In July 2019, Abercrombie & Fitch opened four Gilly Hicks pop-up stores. The stores, which were located at BrandBox in Tysons Corner Center (Tysons, VA), Dolphin Mall (Miami, FL), Los Cerritos Center (Cerritos, CA), and Baybrook Mall (Friendswood, TX), joined two existing Gilly Hicks stores at Ala Moana Center (Honolulu, HI) and Roosevelt Field Mall (East Garden City, NY).

In October 2019, Gilly Hicks opened a side by side location at the Hollister Co. at the Aventura Mall (Aventura, FL).

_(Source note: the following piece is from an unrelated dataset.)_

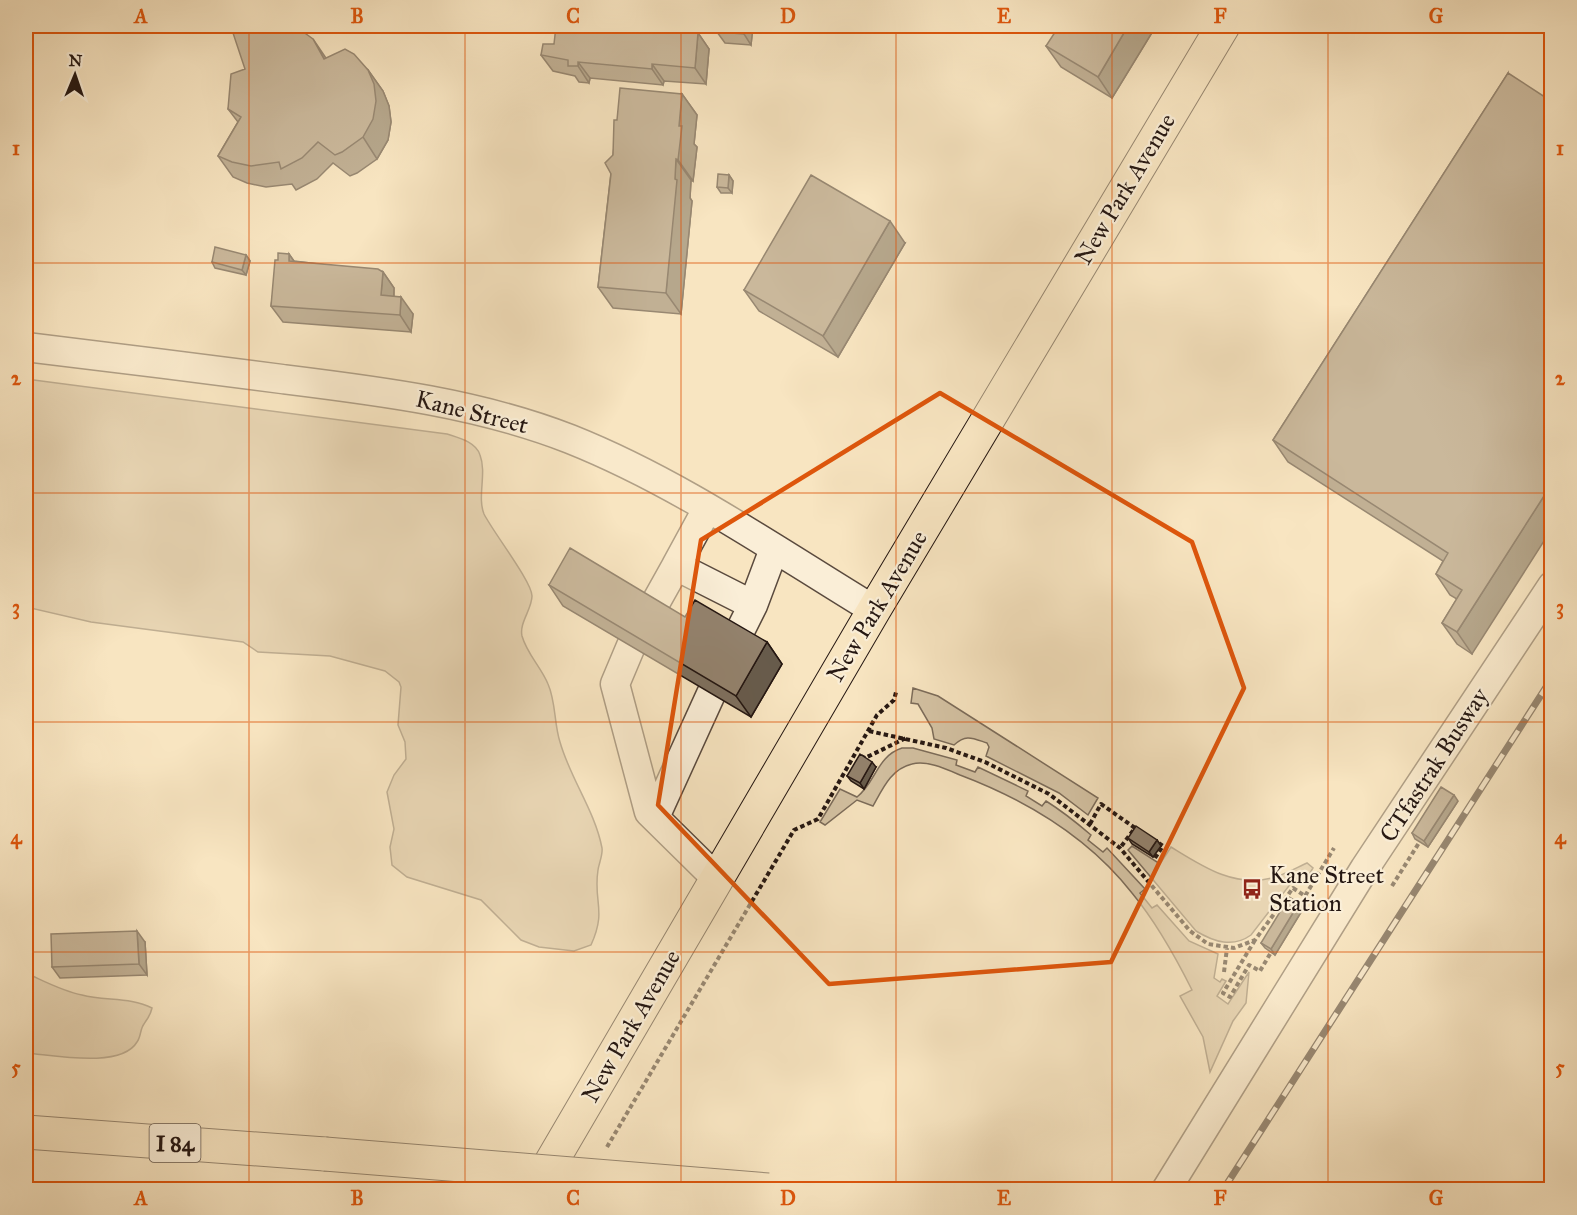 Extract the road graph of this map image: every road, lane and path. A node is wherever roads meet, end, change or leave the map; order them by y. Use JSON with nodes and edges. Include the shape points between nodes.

In July 2021, Gilly Hicks opened a new side by side location at Westfield London.

In February 2022, Abercrombie & Fitch confirmed a new Gilly Hicks location would open in Carnaby Street, London. This has since closed and Gilly Hicks is stocked within the Hollister store on Carnaby Street and Fouberts Place near Carnaby Street.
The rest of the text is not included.